Selama sakit, sebagian besar harta bendanya habis terjual untuk membiayai pengobatannya. Hanya tersisa sedikit saja warisan, itupun harus dibagi ‘metit’ dengan saudara-saudaranya yang lain. Ketika itulah ia tersadar, waktu telah ‘membunuhnya’. Untungnya istrinya tidak larut dalam penyesalan. Warisan sedikit itu digunakan untuk berdagang kecil-kecilan, sampai akhirnya bisa membuka kios di pasar. Kini walaupun tidak kaya hidupnya tidak kekurangan.

Apa pelajaran yang dapat kita petik dari ilustrasi di atas? Tidak ada alasan menganggap waktu sebagai sesuatu yang tidak penting. Waktu teramat penting bahkan bagi manusia yang tak pernah menganggapnya penting sekalipun. Jangan pernah bermain-main dengan waktu, karena waktu setajam mata pedang, salah-salah akan menjadi senjata makan tuan. Bagi orang yang tak mau memperlakukan waktu dengan semestinya, hanya akan menemui penyesalan yang panjang.

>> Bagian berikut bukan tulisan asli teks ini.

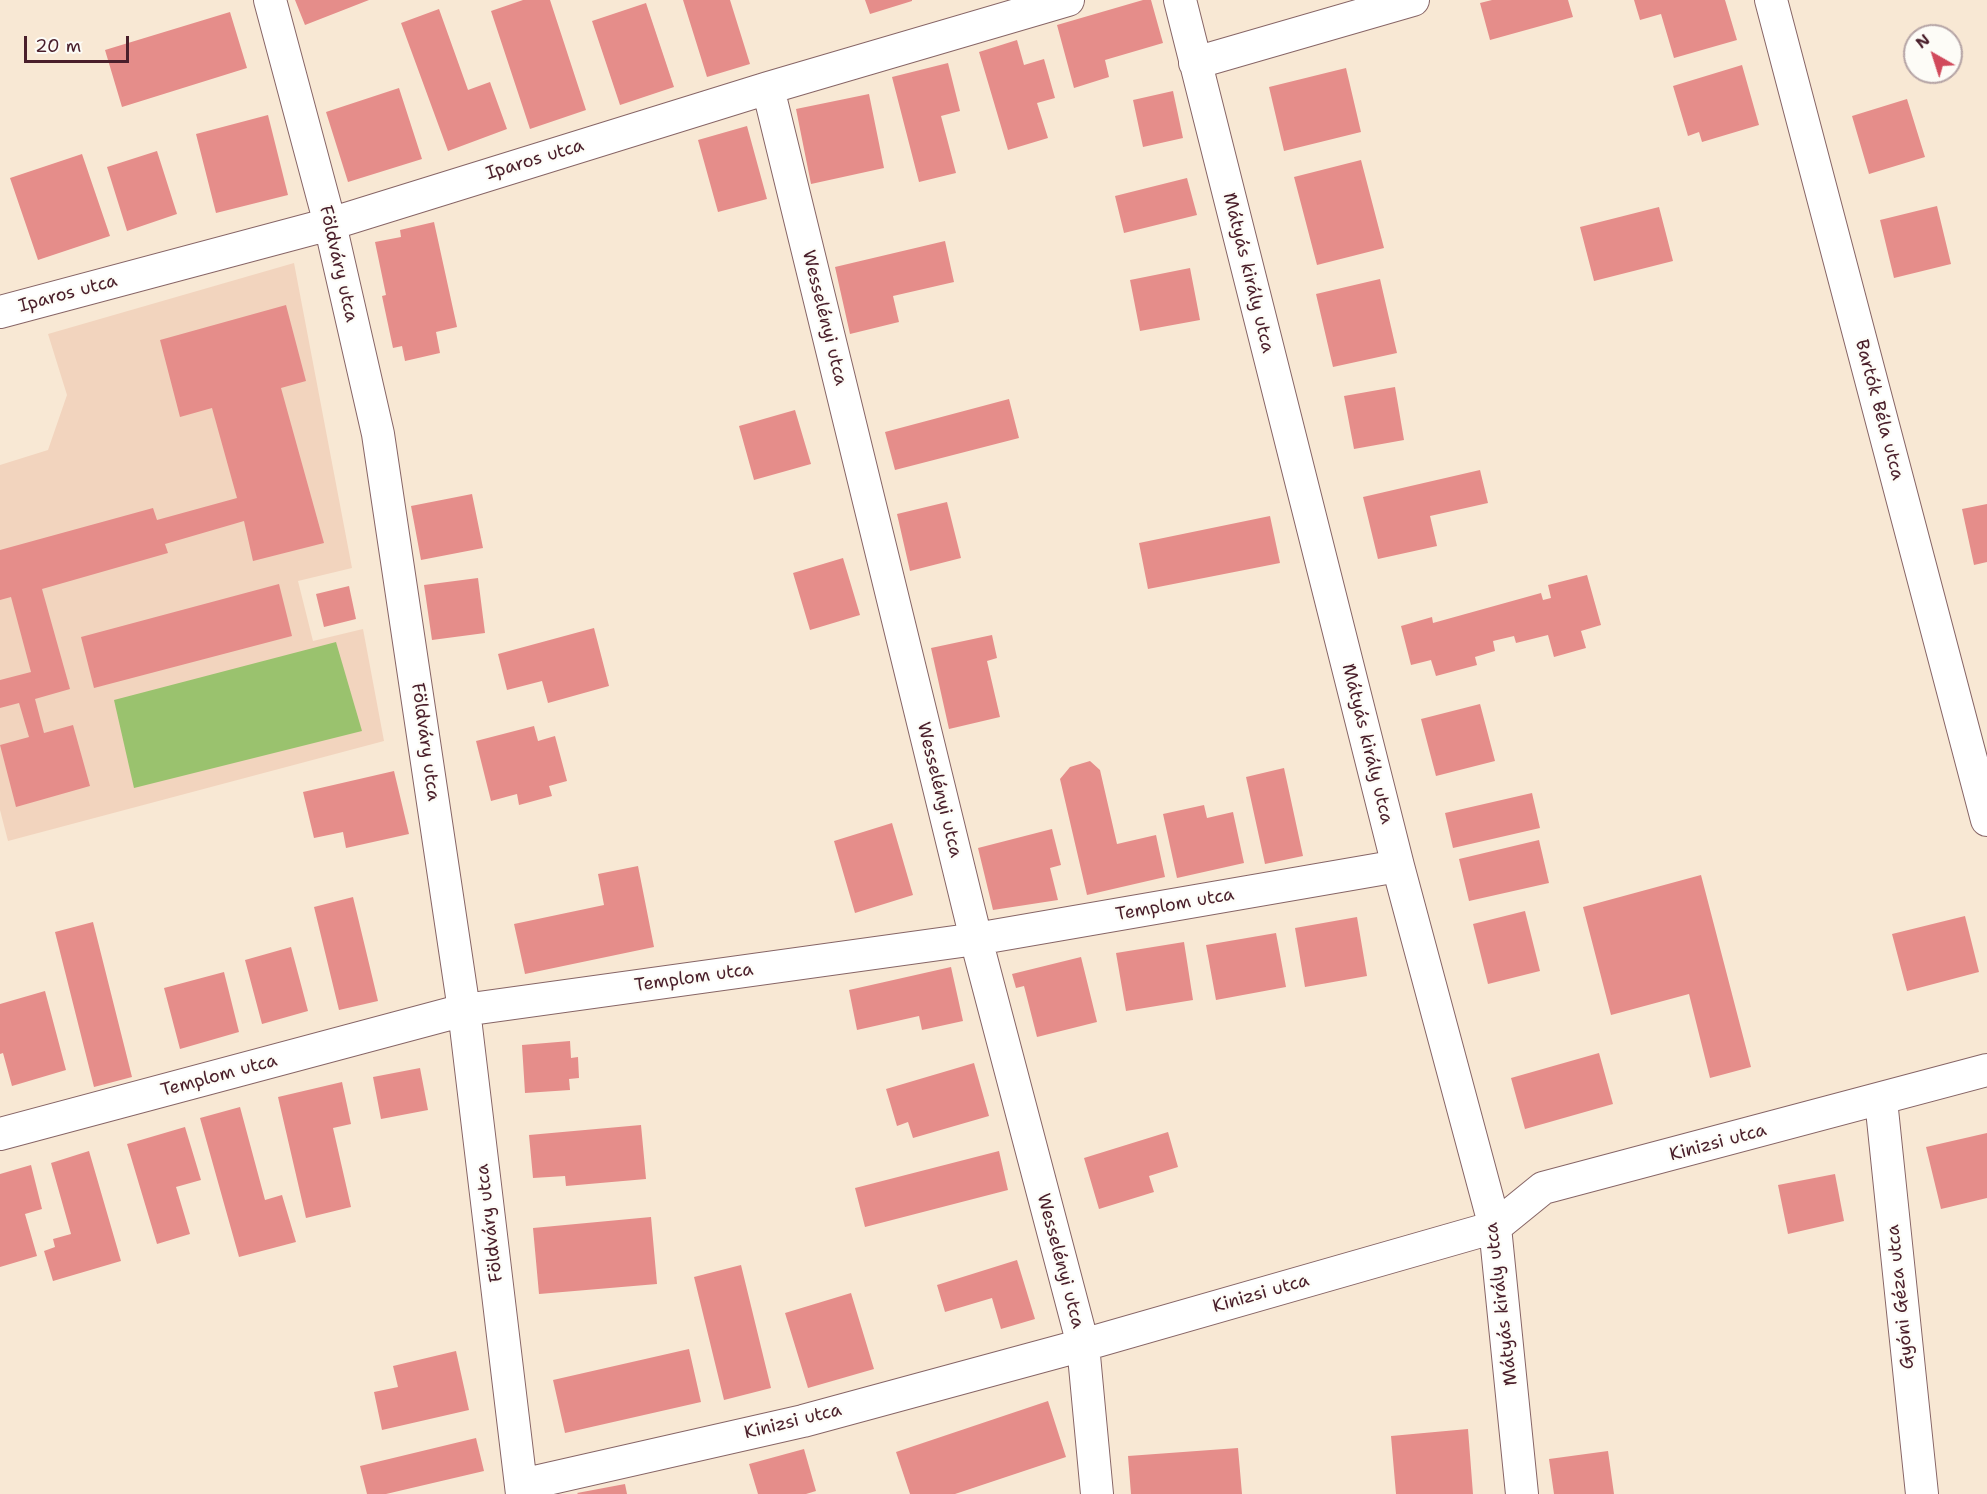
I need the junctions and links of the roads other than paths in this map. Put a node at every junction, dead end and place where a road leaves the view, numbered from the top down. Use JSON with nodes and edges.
{"nodes":[{"id":1,"x":270,"y":0,"type":"edge"},
{"id":2,"x":1068,"y":0,"type":"edge"},
{"id":3,"x":1180,"y":0,"type":"edge"},
{"id":4,"x":1413,"y":0,"type":"edge"},
{"id":5,"x":1771,"y":0,"type":"edge"},
{"id":6,"x":1195,"y":63,"type":"junction"},
{"id":7,"x":768,"y":88,"type":"junction"},
{"id":8,"x":330,"y":224,"type":"junction"},
{"id":9,"x":0,"y":312,"type":"edge"},
{"id":10,"x":1987,"y":820,"type":"edge"},
{"id":11,"x":1398,"y":867,"type":"junction"},
{"id":12,"x":976,"y":939,"type":"junction"},
{"id":13,"x":464,"y":1010,"type":"junction"},
{"id":14,"x":1987,"y":1070,"type":"edge"},
{"id":15,"x":1881,"y":1100,"type":"junction"},
{"id":16,"x":0,"y":1134,"type":"edge"},
{"id":17,"x":1495,"y":1227,"type":"junction"},
{"id":18,"x":1083,"y":1346,"type":"junction"},
{"id":19,"x":522,"y":1490,"type":"edge"},
{"id":20,"x":1097,"y":1494,"type":"edge"},
{"id":21,"x":1522,"y":1494,"type":"edge"},
{"id":22,"x":1922,"y":1494,"type":"edge"}],
"edges":[{"from":1,"to":8,"type":"street","name":"Földváry utca"},
{"from":2,"to":7,"type":"street","name":"Iparos utca"},
{"from":3,"to":6,"type":"street","name":"Mátyás király utca"},
{"from":4,"to":6,"type":"street"},
{"from":5,"to":10,"type":"street","name":"Bartók Béla utca"},
{"from":6,"to":11,"type":"street","name":"Mátyás király utca"},
{"from":7,"to":8,"type":"street","name":"Iparos utca"},
{"from":7,"to":12,"type":"street","name":"Wesselényi utca"},
{"from":8,"to":9,"type":"street","name":"Iparos utca"},
{"from":8,"to":13,"type":"street","name":"Földváry utca"},
{"from":11,"to":12,"type":"street","name":"Templom utca"},
{"from":11,"to":17,"type":"street","name":"Mátyás király utca"},
{"from":12,"to":13,"type":"street","name":"Templom utca"},
{"from":12,"to":18,"type":"street","name":"Wesselényi utca"},
{"from":13,"to":16,"type":"street","name":"Templom utca"},
{"from":13,"to":19,"type":"street","name":"Földváry utca"},
{"from":14,"to":15,"type":"street","name":"Kinizsi utca"},
{"from":15,"to":17,"type":"street","name":"Kinizsi utca"},
{"from":15,"to":22,"type":"street","name":"Gyóni Géza utca"},
{"from":17,"to":18,"type":"street","name":"Kinizsi utca"},
{"from":17,"to":21,"type":"street","name":"Mátyás király utca"},
{"from":18,"to":19,"type":"street","name":"Kinizsi utca"},
{"from":18,"to":20,"type":"street","name":"Wesselényi utca"}]}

Itulah pentingnya waktu. Jika kita salah ‘menyapanya’ hidup kita akan berakhir dengan kesalahan. Tidak ada cara lain bagi kita kecuali menjadikan waktu sebagai teman yang setia, artinya kita harus pandai-pandai memperlakukan waktu sesuai dengan karakternya. Pahamilah bahwa waktu tidak pernah beranjak mundur, kita pun mestinya tidak menjadikan diri berpikir di tempat. Apalagi berjalan mundur. Masih ingatkan tentang falsafah hidup ini : Hari ini lebih baik dari kemarin, esok lebih baik dari hari ini.